***** TASK MATERIAL
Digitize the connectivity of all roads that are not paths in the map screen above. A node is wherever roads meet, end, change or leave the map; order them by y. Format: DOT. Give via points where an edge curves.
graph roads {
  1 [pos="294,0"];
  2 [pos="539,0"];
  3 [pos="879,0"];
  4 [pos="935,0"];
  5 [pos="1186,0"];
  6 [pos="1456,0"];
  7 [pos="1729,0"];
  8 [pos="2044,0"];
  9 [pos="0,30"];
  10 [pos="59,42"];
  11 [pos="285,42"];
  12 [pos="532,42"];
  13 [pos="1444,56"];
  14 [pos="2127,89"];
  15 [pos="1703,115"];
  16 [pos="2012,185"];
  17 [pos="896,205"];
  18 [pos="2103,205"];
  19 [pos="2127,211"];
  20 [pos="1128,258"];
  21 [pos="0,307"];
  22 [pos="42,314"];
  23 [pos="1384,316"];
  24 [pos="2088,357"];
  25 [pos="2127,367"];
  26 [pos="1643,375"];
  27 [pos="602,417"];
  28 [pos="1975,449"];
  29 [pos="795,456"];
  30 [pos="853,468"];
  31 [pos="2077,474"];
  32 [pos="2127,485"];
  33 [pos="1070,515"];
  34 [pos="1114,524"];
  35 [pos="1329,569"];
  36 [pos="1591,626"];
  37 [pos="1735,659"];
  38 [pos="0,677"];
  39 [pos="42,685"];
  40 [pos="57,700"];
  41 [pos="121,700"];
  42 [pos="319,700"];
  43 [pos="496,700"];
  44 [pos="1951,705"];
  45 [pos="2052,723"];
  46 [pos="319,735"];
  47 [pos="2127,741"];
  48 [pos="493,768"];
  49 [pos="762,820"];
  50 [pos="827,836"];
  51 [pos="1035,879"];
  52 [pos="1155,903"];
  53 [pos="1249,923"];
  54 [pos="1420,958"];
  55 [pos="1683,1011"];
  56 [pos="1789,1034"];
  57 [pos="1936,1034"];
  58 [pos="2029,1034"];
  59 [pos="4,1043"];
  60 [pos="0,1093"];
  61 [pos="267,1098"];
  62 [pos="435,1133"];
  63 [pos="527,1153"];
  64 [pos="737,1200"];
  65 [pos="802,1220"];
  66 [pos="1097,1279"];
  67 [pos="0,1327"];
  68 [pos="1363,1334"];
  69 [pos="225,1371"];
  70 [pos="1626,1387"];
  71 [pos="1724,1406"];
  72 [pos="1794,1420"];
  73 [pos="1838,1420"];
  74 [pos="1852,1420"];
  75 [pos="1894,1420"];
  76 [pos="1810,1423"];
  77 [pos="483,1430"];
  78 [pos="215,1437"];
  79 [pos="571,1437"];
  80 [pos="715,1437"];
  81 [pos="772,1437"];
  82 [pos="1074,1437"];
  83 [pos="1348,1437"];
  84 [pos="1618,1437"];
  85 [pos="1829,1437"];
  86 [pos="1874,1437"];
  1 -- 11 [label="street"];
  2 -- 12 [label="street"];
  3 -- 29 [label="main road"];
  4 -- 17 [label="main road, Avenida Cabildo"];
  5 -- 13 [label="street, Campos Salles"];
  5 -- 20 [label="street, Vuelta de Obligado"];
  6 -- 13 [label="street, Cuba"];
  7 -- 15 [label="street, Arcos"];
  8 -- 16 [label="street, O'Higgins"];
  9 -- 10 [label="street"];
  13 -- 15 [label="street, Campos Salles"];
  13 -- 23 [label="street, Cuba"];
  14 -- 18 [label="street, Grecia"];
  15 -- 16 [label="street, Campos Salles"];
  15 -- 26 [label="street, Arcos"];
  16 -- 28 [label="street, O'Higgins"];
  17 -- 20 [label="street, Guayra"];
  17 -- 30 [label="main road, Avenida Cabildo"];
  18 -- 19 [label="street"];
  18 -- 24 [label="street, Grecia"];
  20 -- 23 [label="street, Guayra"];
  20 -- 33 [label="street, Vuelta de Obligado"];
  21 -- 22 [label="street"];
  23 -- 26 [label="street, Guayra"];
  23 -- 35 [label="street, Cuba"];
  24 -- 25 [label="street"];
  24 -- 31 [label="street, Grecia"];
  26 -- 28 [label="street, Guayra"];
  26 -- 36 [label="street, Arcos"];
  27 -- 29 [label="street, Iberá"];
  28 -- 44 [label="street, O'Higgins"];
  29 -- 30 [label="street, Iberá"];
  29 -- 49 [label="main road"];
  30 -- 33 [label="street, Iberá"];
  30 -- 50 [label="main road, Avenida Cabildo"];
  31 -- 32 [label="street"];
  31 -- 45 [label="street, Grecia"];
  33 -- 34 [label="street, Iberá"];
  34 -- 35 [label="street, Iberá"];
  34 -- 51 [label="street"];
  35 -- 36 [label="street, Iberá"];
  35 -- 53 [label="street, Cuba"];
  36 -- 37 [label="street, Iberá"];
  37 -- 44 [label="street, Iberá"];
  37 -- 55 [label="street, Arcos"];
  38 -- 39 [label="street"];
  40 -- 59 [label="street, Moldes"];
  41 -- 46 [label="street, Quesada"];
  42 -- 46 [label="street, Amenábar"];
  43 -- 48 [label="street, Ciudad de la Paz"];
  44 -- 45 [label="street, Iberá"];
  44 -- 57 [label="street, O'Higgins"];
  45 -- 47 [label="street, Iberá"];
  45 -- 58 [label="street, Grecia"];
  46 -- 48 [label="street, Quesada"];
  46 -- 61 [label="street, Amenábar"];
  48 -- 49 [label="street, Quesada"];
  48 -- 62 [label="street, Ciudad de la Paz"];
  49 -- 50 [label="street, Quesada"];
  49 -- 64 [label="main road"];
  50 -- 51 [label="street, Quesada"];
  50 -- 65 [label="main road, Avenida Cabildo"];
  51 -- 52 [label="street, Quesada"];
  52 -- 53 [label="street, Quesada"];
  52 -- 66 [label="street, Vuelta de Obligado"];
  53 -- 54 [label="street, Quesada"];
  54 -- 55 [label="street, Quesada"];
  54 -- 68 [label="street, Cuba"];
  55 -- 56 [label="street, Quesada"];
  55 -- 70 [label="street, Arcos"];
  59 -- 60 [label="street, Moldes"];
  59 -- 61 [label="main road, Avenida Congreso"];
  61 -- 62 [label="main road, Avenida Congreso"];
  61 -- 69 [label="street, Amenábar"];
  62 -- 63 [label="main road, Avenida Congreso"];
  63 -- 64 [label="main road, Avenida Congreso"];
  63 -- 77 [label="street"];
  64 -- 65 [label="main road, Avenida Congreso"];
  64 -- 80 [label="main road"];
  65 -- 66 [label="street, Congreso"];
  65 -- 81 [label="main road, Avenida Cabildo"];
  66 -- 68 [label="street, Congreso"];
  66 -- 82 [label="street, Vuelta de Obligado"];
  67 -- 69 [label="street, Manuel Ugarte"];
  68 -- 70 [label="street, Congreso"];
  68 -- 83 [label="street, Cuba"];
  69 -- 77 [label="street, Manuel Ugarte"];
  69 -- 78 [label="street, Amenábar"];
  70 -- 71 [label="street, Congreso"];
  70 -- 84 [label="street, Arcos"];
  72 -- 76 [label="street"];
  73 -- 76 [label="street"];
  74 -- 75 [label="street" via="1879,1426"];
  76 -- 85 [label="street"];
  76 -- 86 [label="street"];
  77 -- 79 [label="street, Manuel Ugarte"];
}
**********
# WHAT YOU ARE ASKED TO DO
Your job is to copy out every line from the records above that has the word "Grecia".

# SOLUTION TO THIS TASK
  14 -- 18 [label="street, Grecia"];
  18 -- 24 [label="street, Grecia"];
  24 -- 31 [label="street, Grecia"];
  31 -- 45 [label="street, Grecia"];
  45 -- 58 [label="street, Grecia"];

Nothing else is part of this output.